• AIM OF THE TASK: Extract every line below that contains the word "name".

Saved data entries
****************

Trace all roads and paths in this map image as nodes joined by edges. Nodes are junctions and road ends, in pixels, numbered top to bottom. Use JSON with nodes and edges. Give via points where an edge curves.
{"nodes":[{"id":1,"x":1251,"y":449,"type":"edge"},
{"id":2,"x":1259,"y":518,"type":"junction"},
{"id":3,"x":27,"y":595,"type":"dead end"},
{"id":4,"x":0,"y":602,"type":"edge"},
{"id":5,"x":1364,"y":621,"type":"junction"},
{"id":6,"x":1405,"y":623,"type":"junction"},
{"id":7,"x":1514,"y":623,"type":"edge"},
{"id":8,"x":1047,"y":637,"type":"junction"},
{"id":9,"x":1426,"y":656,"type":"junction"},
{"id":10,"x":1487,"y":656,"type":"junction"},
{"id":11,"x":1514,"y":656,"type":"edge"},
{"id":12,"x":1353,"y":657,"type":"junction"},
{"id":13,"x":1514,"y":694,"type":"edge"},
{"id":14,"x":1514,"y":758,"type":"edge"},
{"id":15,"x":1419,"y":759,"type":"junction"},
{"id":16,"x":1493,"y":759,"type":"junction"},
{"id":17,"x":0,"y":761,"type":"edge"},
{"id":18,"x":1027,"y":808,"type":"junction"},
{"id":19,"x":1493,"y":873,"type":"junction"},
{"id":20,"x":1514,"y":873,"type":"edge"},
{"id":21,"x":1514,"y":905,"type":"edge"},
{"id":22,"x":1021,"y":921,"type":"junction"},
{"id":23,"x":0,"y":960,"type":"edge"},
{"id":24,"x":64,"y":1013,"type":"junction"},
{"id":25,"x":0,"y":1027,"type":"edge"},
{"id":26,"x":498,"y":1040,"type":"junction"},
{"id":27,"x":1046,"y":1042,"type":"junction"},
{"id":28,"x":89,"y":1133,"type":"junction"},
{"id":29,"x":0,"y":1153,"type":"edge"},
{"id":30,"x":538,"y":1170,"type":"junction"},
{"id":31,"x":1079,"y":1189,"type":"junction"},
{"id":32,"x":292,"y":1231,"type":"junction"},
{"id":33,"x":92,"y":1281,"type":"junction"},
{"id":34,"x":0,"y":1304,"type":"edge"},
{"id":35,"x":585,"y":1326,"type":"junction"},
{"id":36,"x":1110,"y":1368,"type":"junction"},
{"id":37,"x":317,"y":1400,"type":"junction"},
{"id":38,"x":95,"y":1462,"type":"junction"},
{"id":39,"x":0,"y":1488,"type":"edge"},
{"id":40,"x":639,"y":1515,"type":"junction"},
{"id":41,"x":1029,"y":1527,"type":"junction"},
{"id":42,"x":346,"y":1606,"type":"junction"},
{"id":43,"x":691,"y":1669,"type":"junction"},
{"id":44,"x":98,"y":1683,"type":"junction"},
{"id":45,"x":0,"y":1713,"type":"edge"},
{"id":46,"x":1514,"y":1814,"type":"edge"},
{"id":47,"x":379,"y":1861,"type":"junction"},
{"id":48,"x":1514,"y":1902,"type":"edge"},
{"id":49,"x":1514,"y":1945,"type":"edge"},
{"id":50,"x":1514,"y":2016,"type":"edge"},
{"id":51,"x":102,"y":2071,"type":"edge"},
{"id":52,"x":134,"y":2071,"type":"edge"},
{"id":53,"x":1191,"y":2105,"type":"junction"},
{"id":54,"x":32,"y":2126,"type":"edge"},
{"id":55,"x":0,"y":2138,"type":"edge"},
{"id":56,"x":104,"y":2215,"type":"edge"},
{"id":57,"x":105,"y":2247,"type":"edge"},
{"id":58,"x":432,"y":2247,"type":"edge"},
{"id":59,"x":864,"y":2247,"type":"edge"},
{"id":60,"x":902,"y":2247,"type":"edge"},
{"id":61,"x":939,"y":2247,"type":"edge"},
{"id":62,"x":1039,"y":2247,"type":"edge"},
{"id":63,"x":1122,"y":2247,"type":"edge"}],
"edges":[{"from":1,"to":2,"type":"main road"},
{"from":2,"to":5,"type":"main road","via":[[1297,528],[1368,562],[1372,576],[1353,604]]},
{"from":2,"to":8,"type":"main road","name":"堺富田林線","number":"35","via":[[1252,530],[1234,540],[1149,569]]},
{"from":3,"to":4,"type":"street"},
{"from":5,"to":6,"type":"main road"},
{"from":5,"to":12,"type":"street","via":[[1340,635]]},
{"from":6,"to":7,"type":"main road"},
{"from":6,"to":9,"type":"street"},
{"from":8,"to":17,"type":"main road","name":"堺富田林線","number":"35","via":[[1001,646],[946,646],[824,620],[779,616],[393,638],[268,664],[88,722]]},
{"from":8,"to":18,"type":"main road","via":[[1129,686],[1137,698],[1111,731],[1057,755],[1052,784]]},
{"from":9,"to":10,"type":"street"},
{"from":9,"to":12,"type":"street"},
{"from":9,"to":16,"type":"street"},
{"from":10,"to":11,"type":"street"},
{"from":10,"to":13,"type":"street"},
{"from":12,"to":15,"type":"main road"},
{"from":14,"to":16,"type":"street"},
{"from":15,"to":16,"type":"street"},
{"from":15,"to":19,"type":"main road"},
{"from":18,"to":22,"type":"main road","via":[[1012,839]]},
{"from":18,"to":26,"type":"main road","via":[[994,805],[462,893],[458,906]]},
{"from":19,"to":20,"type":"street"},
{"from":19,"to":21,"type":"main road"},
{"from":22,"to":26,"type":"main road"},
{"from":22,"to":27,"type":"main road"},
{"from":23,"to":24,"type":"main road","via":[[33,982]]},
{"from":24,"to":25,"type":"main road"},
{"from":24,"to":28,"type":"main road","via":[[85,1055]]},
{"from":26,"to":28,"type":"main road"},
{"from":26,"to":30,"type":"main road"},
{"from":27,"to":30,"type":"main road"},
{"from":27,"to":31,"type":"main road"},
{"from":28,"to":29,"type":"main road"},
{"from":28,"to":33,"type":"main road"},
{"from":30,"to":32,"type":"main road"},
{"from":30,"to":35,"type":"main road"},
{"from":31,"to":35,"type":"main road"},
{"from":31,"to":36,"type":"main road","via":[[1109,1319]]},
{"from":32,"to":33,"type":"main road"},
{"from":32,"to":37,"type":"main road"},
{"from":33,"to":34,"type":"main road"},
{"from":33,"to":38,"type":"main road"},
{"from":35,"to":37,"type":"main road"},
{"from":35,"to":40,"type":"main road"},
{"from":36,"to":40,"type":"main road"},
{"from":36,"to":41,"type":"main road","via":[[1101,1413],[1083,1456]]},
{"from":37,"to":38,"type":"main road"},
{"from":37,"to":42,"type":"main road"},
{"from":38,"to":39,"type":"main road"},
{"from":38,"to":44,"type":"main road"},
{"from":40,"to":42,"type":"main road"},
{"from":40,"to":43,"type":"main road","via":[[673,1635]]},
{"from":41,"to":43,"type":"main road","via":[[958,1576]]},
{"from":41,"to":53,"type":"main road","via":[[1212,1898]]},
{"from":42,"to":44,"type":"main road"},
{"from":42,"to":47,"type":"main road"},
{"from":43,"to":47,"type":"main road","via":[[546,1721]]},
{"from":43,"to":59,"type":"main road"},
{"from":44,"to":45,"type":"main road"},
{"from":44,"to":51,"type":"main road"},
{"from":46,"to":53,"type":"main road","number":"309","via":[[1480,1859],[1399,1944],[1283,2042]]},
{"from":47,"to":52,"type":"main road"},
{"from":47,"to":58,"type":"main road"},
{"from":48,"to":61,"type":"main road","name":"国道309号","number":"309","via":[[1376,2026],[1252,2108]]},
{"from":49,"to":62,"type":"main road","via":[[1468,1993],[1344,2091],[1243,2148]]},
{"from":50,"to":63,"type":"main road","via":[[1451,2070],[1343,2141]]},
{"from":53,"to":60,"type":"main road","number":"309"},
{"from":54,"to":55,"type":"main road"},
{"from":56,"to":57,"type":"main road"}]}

****************

• SOLUTION TO THIS TASK:
{"from":2,"to":8,"type":"main road","name":"堺富田林線","number":"35","via":[[1252,530],[1234,540],[1149,569]]},
{"from":8,"to":17,"type":"main road","name":"堺富田林線","number":"35","via":[[1001,646],[946,646],[824,620],[779,616],[393,638],[268,664],[88,722]]},
{"from":48,"to":61,"type":"main road","name":"国道309号","number":"309","via":[[1376,2026],[1252,2108]]},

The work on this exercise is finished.